**Task requirements:**
A faithful, word-for-word copy of the data below is required, without pictures.
+++ Records shown +++
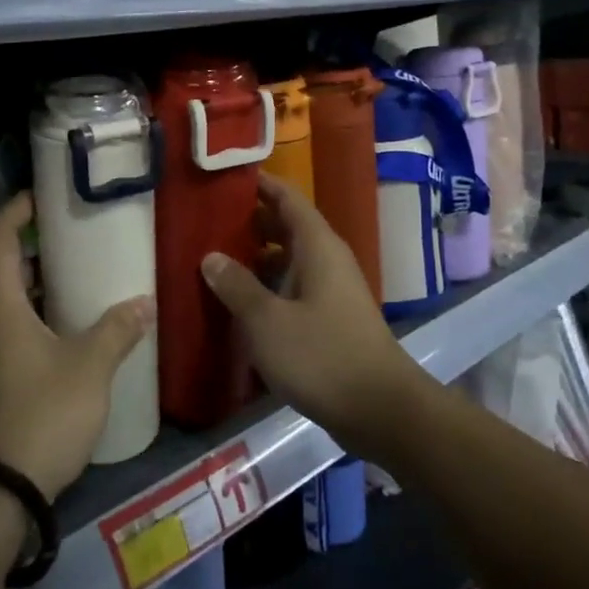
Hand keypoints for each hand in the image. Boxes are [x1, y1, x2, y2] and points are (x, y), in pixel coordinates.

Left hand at [0, 192, 154, 499]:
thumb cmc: (43, 414)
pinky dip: (23, 318)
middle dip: (32, 250)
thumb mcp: (89, 368)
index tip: (43, 196)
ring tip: (73, 283)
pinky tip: (58, 332)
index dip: (17, 210)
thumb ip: (117, 329)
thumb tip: (143, 304)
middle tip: (73, 241)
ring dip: (30, 288)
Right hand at [200, 173, 431, 455]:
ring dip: (258, 258)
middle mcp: (328, 259)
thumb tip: (211, 256)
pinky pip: (296, 288)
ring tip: (217, 262)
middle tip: (209, 223)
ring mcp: (333, 290)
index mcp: (317, 246)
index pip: (288, 198)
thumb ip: (236, 286)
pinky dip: (271, 287)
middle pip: (288, 227)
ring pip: (291, 260)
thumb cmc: (321, 355)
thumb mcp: (266, 321)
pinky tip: (243, 304)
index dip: (260, 185)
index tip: (225, 179)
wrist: (379, 409)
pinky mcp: (333, 318)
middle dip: (251, 223)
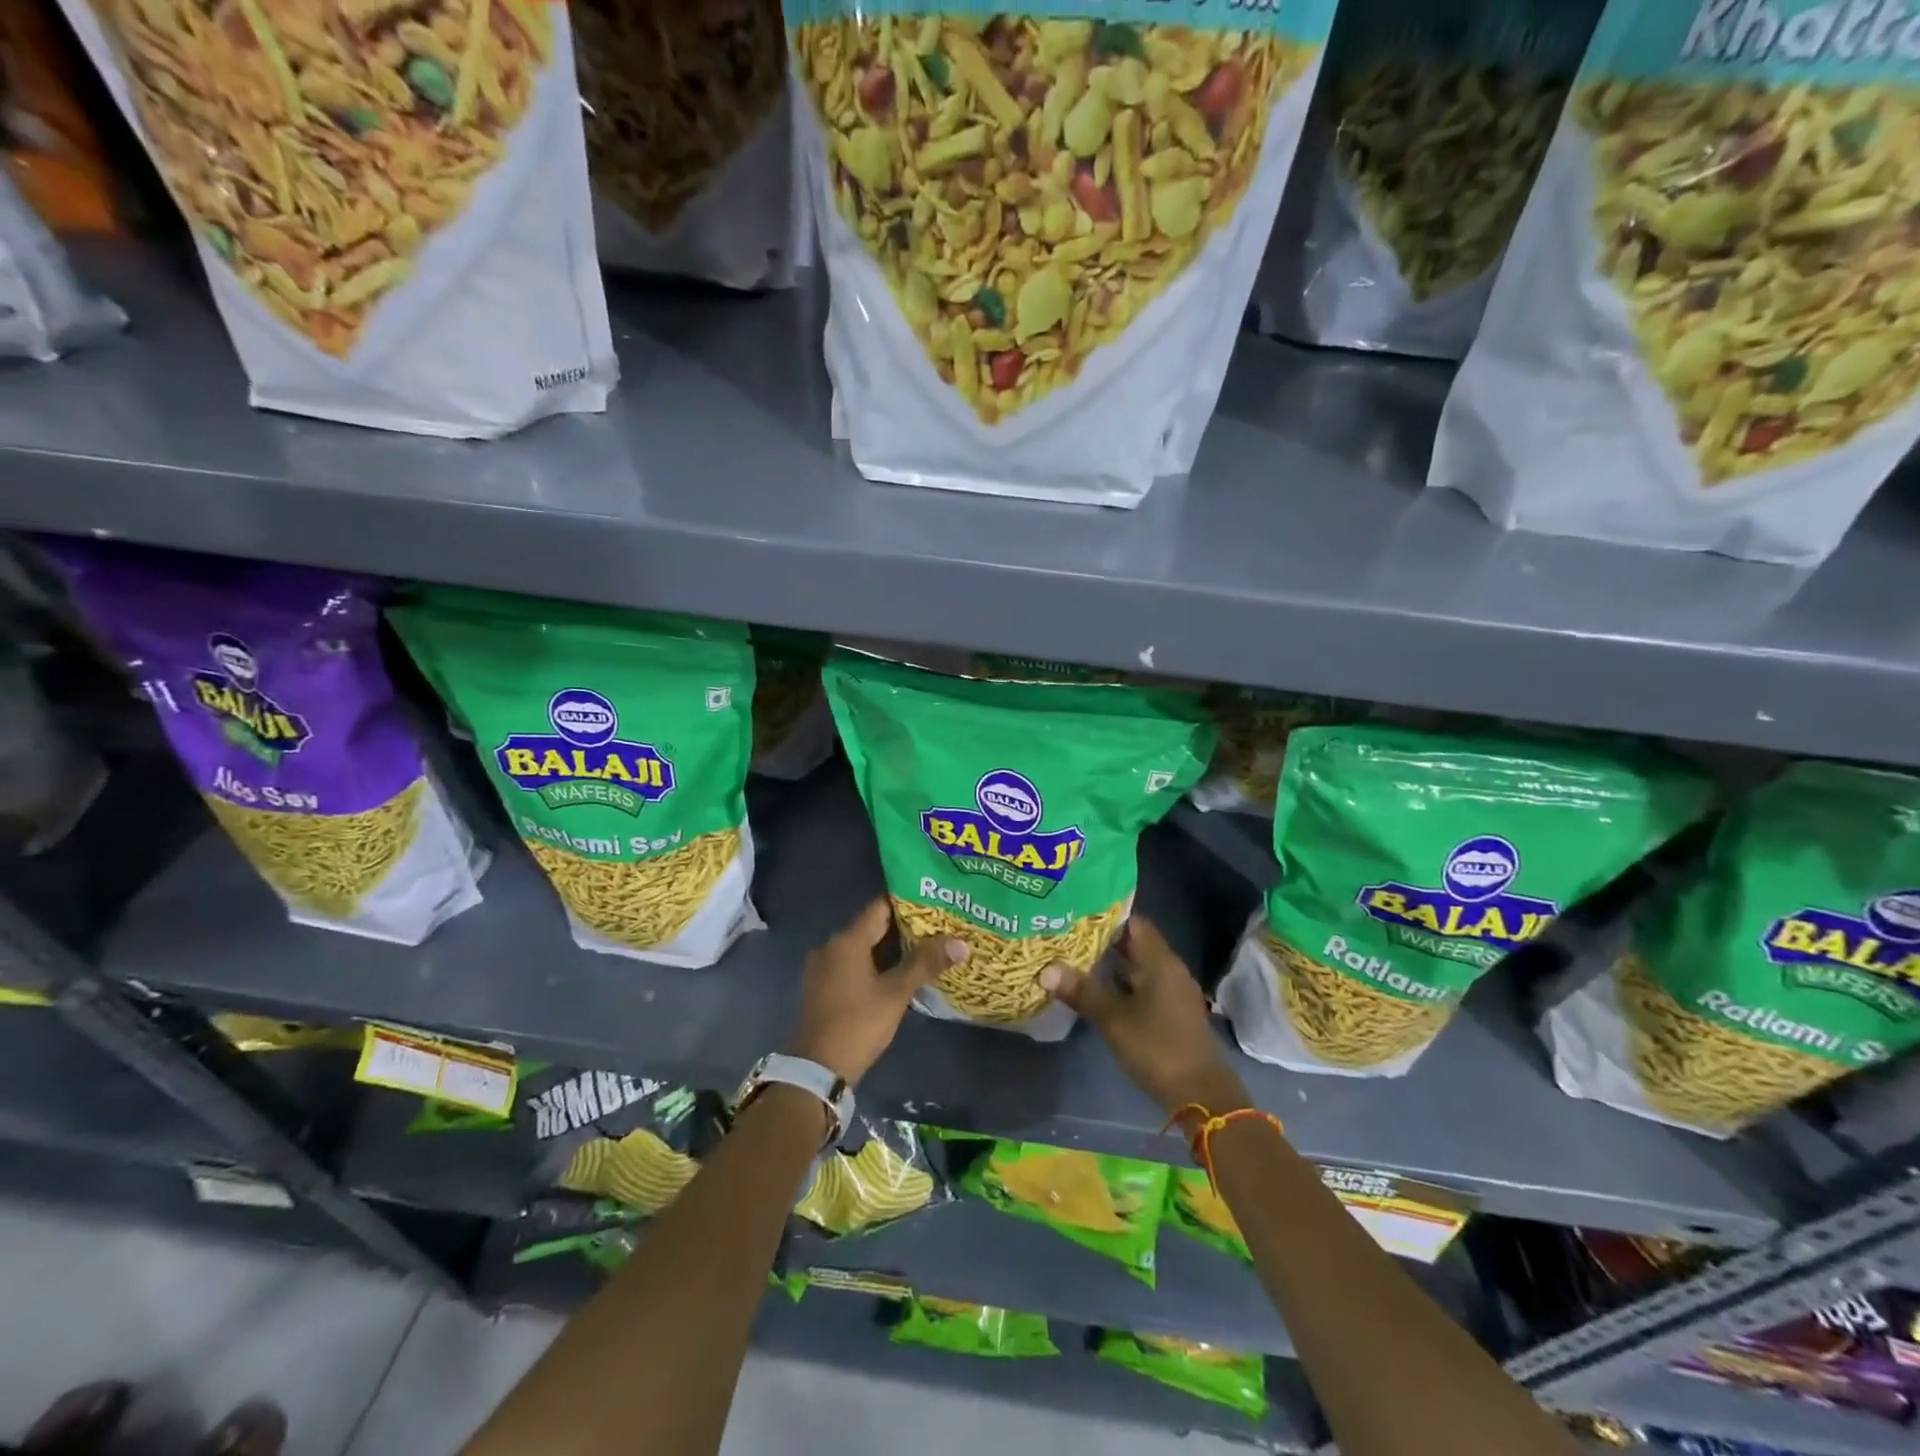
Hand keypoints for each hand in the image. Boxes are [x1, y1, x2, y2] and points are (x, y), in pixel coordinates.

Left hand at [787, 899, 967, 1085]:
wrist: (816, 1069)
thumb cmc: (858, 1024)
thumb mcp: (895, 993)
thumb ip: (925, 963)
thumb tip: (960, 941)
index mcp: (847, 940)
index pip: (879, 907)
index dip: (907, 902)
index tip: (934, 902)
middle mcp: (831, 947)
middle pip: (872, 928)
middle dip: (904, 928)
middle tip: (938, 927)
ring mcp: (824, 969)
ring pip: (863, 949)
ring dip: (890, 949)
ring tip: (925, 949)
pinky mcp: (823, 988)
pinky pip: (853, 966)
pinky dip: (875, 965)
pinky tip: (898, 974)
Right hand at [1039, 916, 1249, 1116]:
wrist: (1201, 1094)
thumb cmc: (1158, 1048)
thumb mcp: (1113, 1020)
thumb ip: (1082, 992)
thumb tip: (1046, 969)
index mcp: (1160, 961)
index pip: (1133, 922)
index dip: (1106, 915)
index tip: (1077, 912)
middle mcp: (1170, 969)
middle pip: (1135, 943)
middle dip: (1103, 939)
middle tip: (1067, 934)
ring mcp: (1173, 991)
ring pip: (1139, 965)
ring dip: (1112, 962)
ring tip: (1075, 956)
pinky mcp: (1172, 1011)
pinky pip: (1144, 984)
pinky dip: (1122, 982)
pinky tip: (1098, 988)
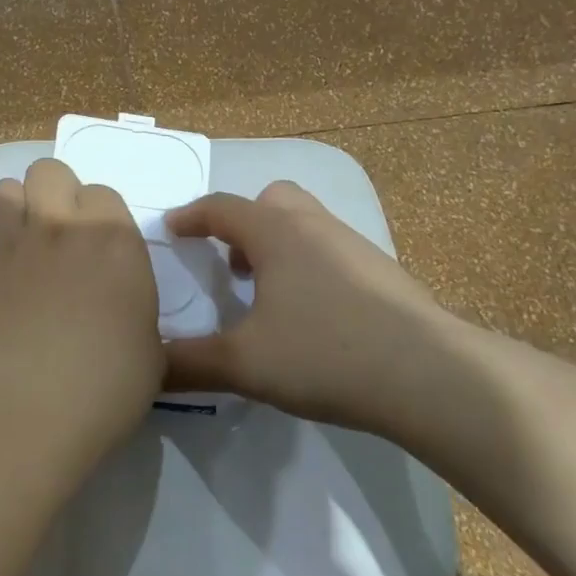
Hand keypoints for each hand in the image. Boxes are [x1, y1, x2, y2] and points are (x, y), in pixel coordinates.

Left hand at [0, 158, 163, 469]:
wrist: (29, 410)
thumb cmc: (108, 384)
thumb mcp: (151, 347)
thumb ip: (135, 306)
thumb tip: (121, 304)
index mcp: (112, 237)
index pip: (103, 192)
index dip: (102, 216)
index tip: (104, 249)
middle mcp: (60, 225)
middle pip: (50, 171)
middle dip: (58, 192)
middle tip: (64, 233)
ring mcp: (13, 243)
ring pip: (7, 189)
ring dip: (19, 207)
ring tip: (28, 243)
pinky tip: (5, 281)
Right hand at [163, 181, 453, 431]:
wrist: (429, 375)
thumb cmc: (325, 354)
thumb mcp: (244, 364)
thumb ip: (189, 364)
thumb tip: (146, 369)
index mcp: (276, 232)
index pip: (220, 207)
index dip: (190, 216)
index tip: (170, 229)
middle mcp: (315, 225)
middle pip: (272, 200)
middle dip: (244, 223)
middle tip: (231, 263)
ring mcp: (356, 246)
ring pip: (306, 225)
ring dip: (279, 246)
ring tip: (268, 295)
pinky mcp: (385, 273)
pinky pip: (332, 251)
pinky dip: (311, 267)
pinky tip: (314, 316)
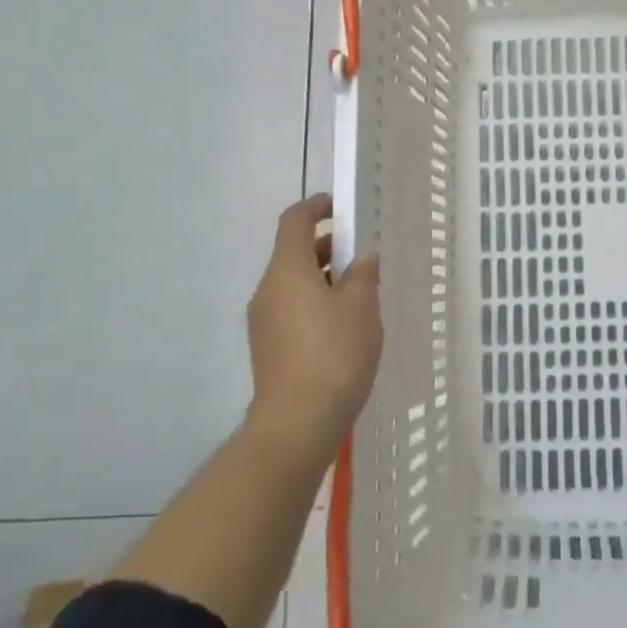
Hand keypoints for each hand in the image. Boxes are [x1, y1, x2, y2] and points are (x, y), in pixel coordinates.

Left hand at [244, 195, 381, 474]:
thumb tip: (363, 257)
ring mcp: (263, 320)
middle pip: (293, 253)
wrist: (297, 421)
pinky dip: (314, 302)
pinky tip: (341, 325)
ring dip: (323, 277)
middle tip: (361, 255)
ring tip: (358, 293)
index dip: (315, 207)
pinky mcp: (267, 346)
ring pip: (293, 283)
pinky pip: (291, 308)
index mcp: (287, 270)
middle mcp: (268, 289)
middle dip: (326, 246)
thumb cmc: (333, 353)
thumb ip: (363, 274)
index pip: (294, 221)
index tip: (338, 206)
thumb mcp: (361, 307)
+++
**Response area:**
Hand keypoints for each hand in the image. Boxes are [x1, y1, x2, y2] and points are (x, y), in pixel coordinates.

Left hand at [0, 192, 154, 499]:
thumb cmc: (43, 414)
pinky dip: (23, 318)
middle dip: (32, 250)
thumb mcp: (89, 368)
index tip: (43, 196)
ring tip: (73, 283)
pinky tip: (58, 332)
index dip: (17, 210)
thumb ip: (117, 329)
thumb tip: (143, 304)
middle tip: (73, 241)
ring dip: (30, 288)
Right hand at [200, 173, 431, 455]:
ring dip: (258, 258)
middle mcp: (328, 259)
thumb tip: (211, 256)
pinky pip: (296, 288)
ring tip: (217, 262)
middle tip: (209, 223)
ring mcp: (333, 290)
index mcp: (317, 246)
index pip: (288, 198)
thumb ip: (236, 286)
pinky dip: (271, 287)
middle pip: (288, 227)
ring pip: (291, 260)
thumb cmc: (321, 355)
thumb mcp: (266, 321)
pinky tip: (243, 304)
index dip: (260, 185)
index tip: (225, 179)
wrist: (379, 409)
pinky mcp: (333, 318)
middle dip: (251, 223)
Hand keypoints for each hand in the image. Boxes are [x1, y1, x2, y2] and points are (x, y), in pixel coordinates.

Left hand at [787, 899, 967, 1085]:
wrist: (816, 1069)
thumb cmc: (858, 1024)
thumb mcp: (895, 993)
thumb ip: (925, 963)
thumb tip: (960, 941)
index mcp: (847, 940)
index pip: (879, 907)
index dip: (907, 902)
index tip: (934, 902)
middle mcp: (831, 947)
middle pip: (872, 928)
middle dip: (904, 928)
middle tip: (938, 927)
ring mcp: (824, 969)
ring pip: (863, 949)
ring dip: (890, 949)
ring tip: (925, 949)
pinky mcp: (823, 988)
pinky pip: (853, 966)
pinky dip: (875, 965)
pinky tip: (898, 974)
Right hand at [1039, 916, 1249, 1116]:
wrist: (1201, 1094)
thumb cmc: (1158, 1048)
thumb mcp: (1113, 1020)
thumb ip: (1082, 992)
thumb tip: (1046, 969)
index mcp: (1160, 961)
index pip: (1133, 922)
index dip: (1106, 915)
index tip: (1077, 912)
middle mcp: (1170, 969)
middle pip: (1135, 943)
middle dip: (1103, 939)
middle tip: (1067, 934)
ring mcp: (1173, 991)
ring pip: (1139, 965)
ring dip: (1112, 962)
ring tip: (1075, 956)
pinky mcp: (1172, 1011)
pinky pip: (1144, 984)
pinky dip: (1122, 982)
pinky tip: (1098, 988)
Hand keypoints for each hand in the image. Boxes are [x1, y1, x2, y2] and points are (x, y), in pixel coordinates.

Left hand at [0, 158, 163, 469]:
wrist: (29, 410)
thumb cmc: (108, 384)
thumb mcp: (151, 347)
thumb ip: (135, 306)
thumb tip: (121, 304)
index mcp: (112, 237)
index pip: (103, 192)
index dip: (102, 216)
index tip: (104, 249)
middle mcp: (60, 225)
middle pip: (50, 171)
middle dip: (58, 192)
middle tip: (64, 233)
ring mcp: (13, 243)
ring pip: (7, 189)
ring dip: (19, 207)
ring tip: (28, 243)
pinky tip: (5, 281)
Right hand at [163, 181, 453, 431]:
wrist: (429, 375)
thumb cmc: (325, 354)
thumb mcp: (244, 364)
thumb ip: (189, 364)
thumb tip: (146, 369)
index mcp: (276, 232)
index pip: (220, 207)
index dip: (190, 216)
index tip: (170, 229)
middle mcp: (315, 225)
middle pip: (272, 200)
middle dip: (244, 223)
middle tip: (231, 263)
ring mcp: (356, 246)
ring pip: (306, 225)
ring dip: (279, 246)
ring tip: (268, 295)
pinky mcp: (385, 273)
pinky pip: (332, 251)
pinky dip: (311, 267)
pinky tip: (314, 316)
Hand keypoints for each hand in the image. Boxes are [x1, y1, x2, y2] and points are (x, y), in pixel coordinates.

Left hand at [244, 195, 381, 474]:
thumb tip: (363, 257)
ring mcp: (263, 320)
middle pip: (293, 253)
wrist: (297, 421)
pinky dip: (314, 302)
pinky tip: (341, 325)
ring dip: (323, 277)
middle tip: (361, 255)
ring tip: (358, 293)
index dip: (315, 207)
pinky mcp: (267, 346)
ring pip: (293, 283)
pinky pip: (291, 308)
index mcp: (287, 270)
middle mcp: (268, 289)
middle dip: (326, 246)
thumb cmc: (333, 353)
thumb ip: (363, 274)
index pip: (294, 221)
index tip: (338, 206)
thumb mcp: (361, 307)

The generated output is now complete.